While vulval cancer can occur at any age, it is most commonly diagnosed in women over 50, with nearly 80% of cases occurring in this age group. The average age at diagnosis is 68 years. However, younger women with risk factors such as HPV infection should also be aware of symptoms and maintain regular gynecological checkups.

🎯 Key Takeaways

  • Vulval cancer is rare, with about 6,500 new cases annually in the U.S., and primarily affects women over age 50.
  • The disease develops through two distinct pathways: HPV-related (affecting younger women) and chronic inflammation-related (affecting older women).
  • Persistent itching, unusual lumps, skin color changes, and open sores on the vulva are common warning signs that should never be ignored.

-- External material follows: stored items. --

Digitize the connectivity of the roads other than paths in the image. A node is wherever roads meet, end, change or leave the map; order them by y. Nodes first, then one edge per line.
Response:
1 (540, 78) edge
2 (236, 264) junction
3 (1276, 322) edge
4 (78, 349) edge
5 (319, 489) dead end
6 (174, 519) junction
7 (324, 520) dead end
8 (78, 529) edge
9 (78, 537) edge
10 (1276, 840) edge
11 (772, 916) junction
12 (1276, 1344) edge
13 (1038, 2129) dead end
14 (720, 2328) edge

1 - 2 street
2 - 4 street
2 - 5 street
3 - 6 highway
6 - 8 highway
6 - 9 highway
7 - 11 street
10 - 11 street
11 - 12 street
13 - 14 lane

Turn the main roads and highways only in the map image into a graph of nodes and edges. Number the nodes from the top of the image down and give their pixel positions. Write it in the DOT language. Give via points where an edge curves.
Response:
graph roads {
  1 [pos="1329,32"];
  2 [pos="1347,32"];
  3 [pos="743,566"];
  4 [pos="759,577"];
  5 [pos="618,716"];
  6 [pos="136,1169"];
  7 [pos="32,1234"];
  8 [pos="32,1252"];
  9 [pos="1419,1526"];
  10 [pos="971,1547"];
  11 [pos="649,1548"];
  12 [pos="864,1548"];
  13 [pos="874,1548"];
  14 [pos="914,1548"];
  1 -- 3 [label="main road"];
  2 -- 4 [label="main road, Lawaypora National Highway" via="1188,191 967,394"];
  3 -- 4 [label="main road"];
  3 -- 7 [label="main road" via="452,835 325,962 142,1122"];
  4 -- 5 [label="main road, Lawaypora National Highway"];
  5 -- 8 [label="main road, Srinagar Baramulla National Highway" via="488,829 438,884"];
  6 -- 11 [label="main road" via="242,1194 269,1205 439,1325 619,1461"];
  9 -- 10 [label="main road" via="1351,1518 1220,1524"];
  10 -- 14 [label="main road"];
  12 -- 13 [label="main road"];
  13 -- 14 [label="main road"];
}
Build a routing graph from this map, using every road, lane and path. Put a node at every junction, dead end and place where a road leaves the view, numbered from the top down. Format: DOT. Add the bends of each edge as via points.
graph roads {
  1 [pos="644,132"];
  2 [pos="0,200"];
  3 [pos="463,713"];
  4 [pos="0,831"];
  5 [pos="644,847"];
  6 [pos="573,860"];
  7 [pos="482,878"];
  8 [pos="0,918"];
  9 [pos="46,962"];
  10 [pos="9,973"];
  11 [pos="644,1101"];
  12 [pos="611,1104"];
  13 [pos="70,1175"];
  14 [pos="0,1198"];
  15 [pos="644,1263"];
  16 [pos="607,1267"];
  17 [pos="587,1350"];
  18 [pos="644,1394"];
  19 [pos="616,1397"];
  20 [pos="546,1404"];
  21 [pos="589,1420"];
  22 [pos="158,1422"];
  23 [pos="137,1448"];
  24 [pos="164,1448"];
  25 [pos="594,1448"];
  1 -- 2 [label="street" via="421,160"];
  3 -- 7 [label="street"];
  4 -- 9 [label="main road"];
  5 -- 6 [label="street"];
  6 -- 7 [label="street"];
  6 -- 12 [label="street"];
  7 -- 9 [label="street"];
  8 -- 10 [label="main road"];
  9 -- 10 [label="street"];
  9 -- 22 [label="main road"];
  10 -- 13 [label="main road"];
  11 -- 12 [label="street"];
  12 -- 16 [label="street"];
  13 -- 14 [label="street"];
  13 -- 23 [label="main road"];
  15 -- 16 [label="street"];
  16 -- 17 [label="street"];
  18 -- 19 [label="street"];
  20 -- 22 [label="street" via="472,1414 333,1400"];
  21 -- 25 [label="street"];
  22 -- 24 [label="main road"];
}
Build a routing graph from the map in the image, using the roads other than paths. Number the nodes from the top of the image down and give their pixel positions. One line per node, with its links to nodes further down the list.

  • Early-stage vulval cancer has an 85% five-year survival rate when caught before it spreads, making regular checkups crucial.
  • HPV vaccination, quitting smoking, and managing chronic vulvar skin conditions can significantly reduce your risk of developing this cancer.
  • About 90% of vulval cancers are squamous cell carcinomas that develop slowly over several years, giving opportunities for early detection.
  • VIN (vulvar intraepithelial neoplasia) is a precancerous condition that can be treated to prevent progression to actual cancer.
  • Many vulval cancer symptoms overlap with non-cancerous conditions, but any persistent changes deserve medical evaluation for peace of mind.